Enviada em 22/09/2020

Mencionar o ato de racismo atualmente é rapidamente ligado ao caso de George Floyd, um homem negro que foi asfixiado até a morte por um policial no meio da rua nos Estados Unidos. Com isso, o ato enfureceu os estadunidenses que iniciaram uma série de movimentos e protestos antirracistas, inspirando não apenas o país norte-americano, mas o Brasil e diversos outros países onde ainda é notável o caso de violência policial contra negros.

Assim como o recente caso de George Floyd, o caso de João Pedro foi muito falado no Brasil, um jovem negro que foi baleado e levado por policiais durante uma operação no Rio de Janeiro. Ademais, o medo de investigação na polícia e governo nacional faz com que seus governantes não assinem e entreguem apoio aos movimentos antirracistas, já que pode gerar multas, perda de poder e expulsão de diversos participantes da polícia do país.

Neste contexto, é questionável o nível de preparo policial em países como o Brasil, por exemplo, que segundo o censo de 2010 do IBGE, aproximadamente 50% da população é parda ou negra, e mesmo assim, é comum o racismo praticado pelos policiais. Além disso, é frequentemente encontrado vídeos que mostram a abordagem policial calma quando se trata de brancos, mesmo que sua reação seja eufórica e haja ameaça de que ele fuja, mas durante a abordagem de negros, é comum o uso de força e ameaças, independente da forma que reaja.

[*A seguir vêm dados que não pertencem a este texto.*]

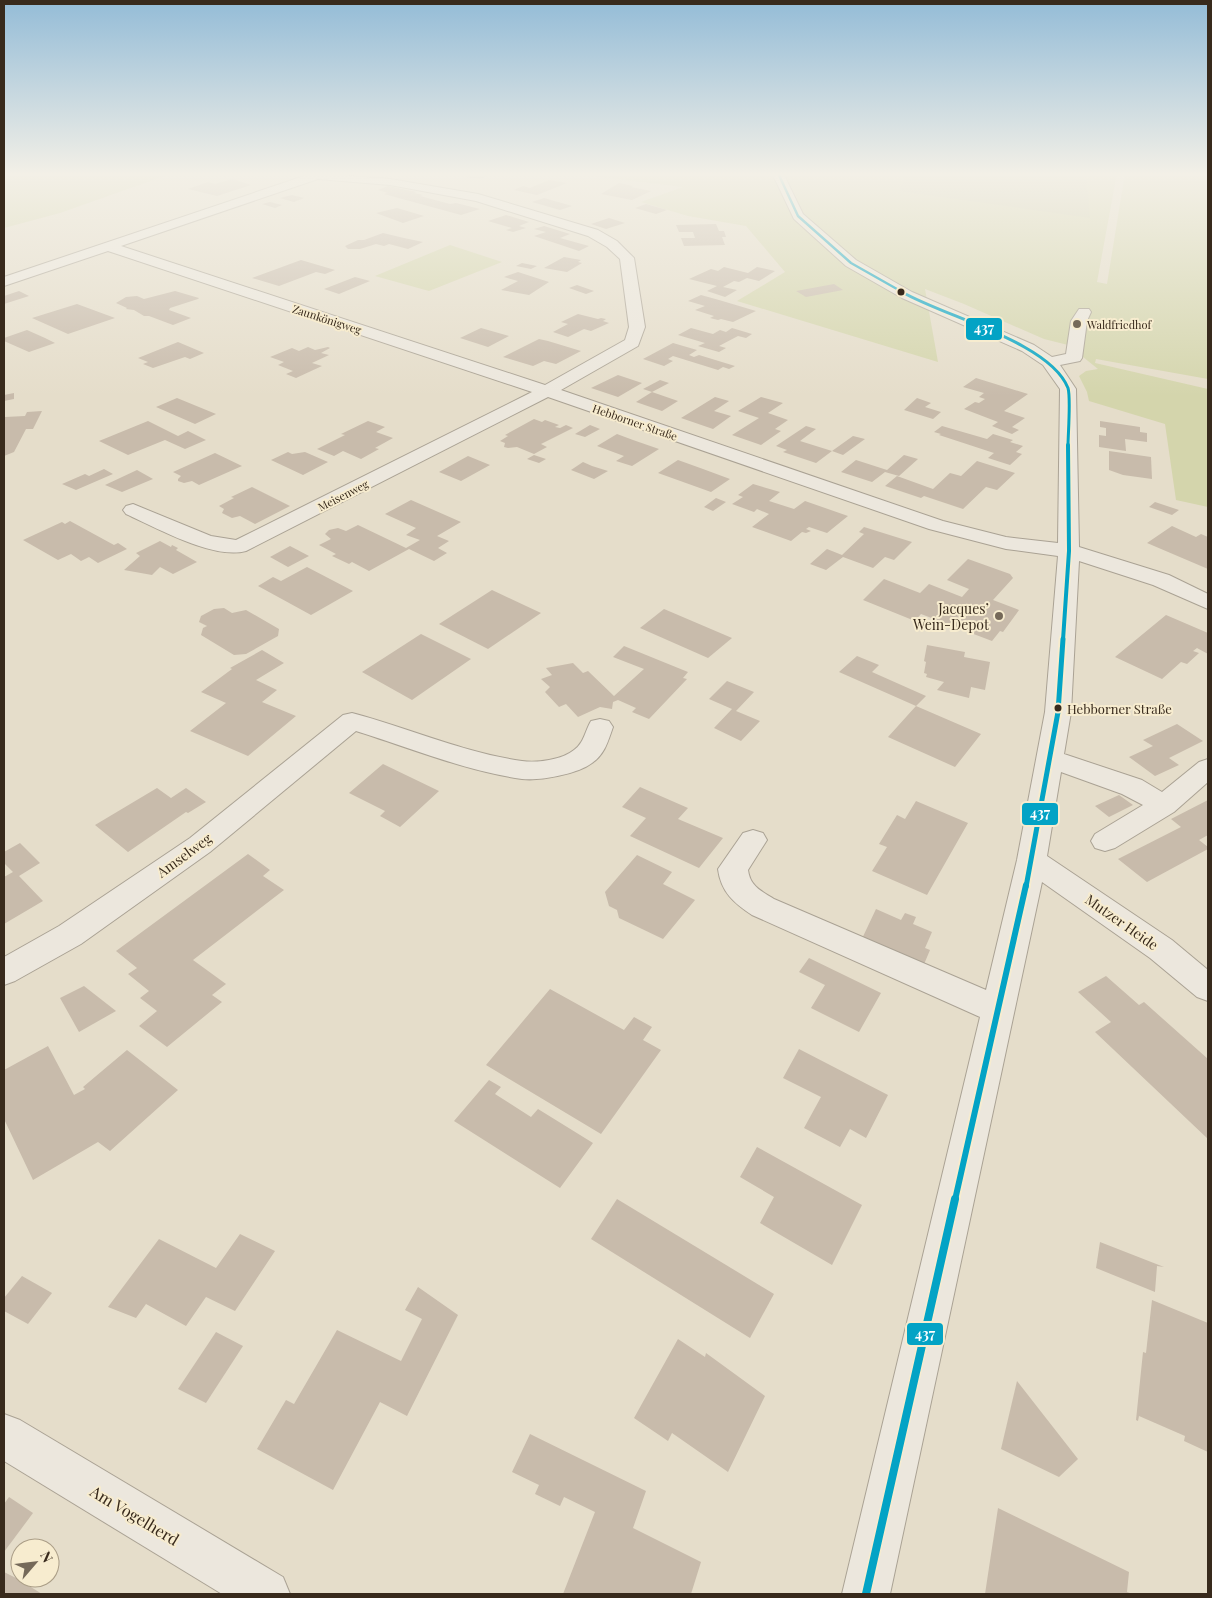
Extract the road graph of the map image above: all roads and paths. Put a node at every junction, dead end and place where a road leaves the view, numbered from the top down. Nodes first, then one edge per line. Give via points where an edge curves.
1 (102, 248) edge
2 (112, 248) edge
3 (616, 248) edge
4 (834, 248) edge
5 (4, 282) edge
6 (1084, 312) dead end
7 (1049, 362) junction
8 (547, 391) junction
9 (133, 510) dead end
10 (1069, 551) junction
11 (1208, 602) edge
12 (600, 727) dead end
13 (1050, 759) junction
14 (1208, 768) edge
15 (1164, 805) junction
16 (752, 840) dead end
17 (1104, 840) dead end
18 (1032, 860) junction
19 (4, 972) edge
20 (1208, 988) edge
21 (998, 1010) junction
22 (4, 1436) edge
23 (266, 1594) edge
24 (866, 1594) edge

1 - 5 street
2 - 8 street, Zaunkönigweg
3 - 8 street via 627,258 637,327 632,343
4 - 7 street via 851,263 907,295 991,330
6 - 7 street via 1079,321 1074,358
7 - 10 street via 1068,389
8 - 9 street, Meisenweg via 239,547 206,542
8 - 10 street, Hebborner Straße via 936,525 1006,543
10 - 11 street, Hebborner Straße via 1161,580
10 - 13 street via 1058,712
12 - 19 street, Amselweg via 593,747 583,757 565,766 524,770 473,759 352,721 200,844 70,935
13 - 15 street via 1132,787
13 - 18 street
14 - 15 street
15 - 17 street
16 - 21 street via 733,869 734,881 741,893 763,907
18 - 20 street, Mutzer Heide via 1161,949
18 - 21 street
21 - 24 street
22 - 23 street, Am Vogelherd

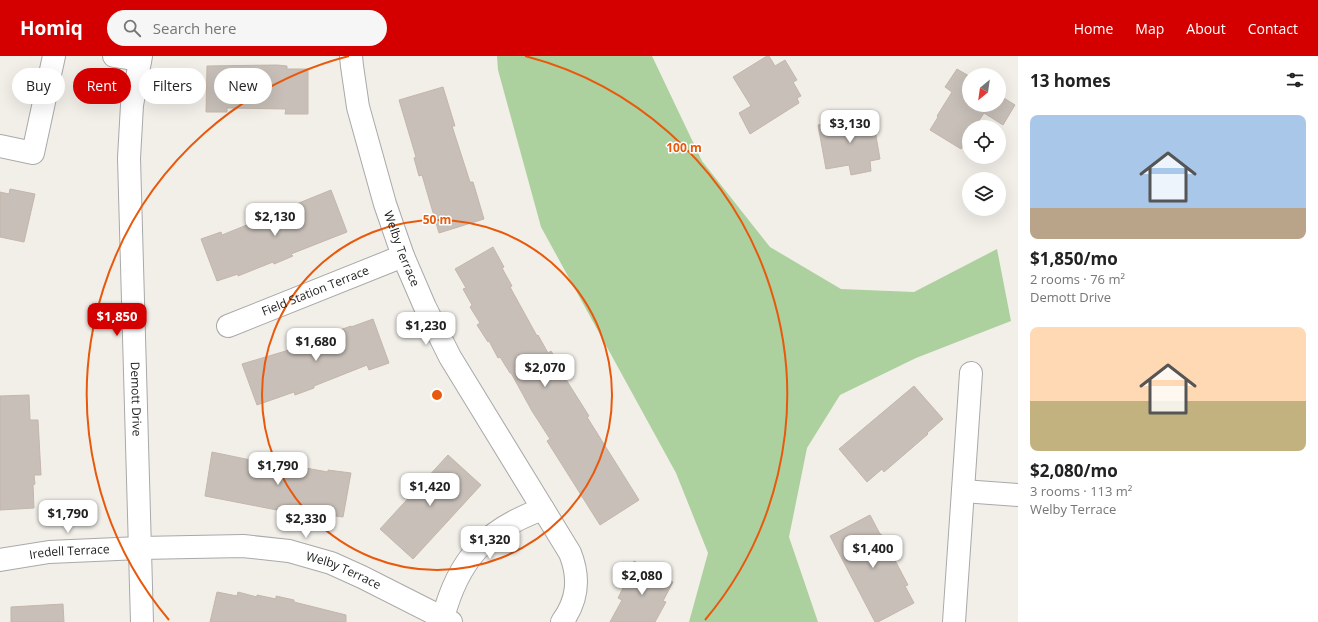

Portanto, é de suma importância o melhor treinamento policial de forma social, durante o momento de formação do profissional. Também, com o apoio governamental e parceria de movimentos sociais que  apoiam a ideia antirracista, devem ser realizadas passeatas e campanhas publicitárias, além do ensino desde o início do período estudantil para conscientização da população, assim, contribuindo com a diminuição do racismo policial e social.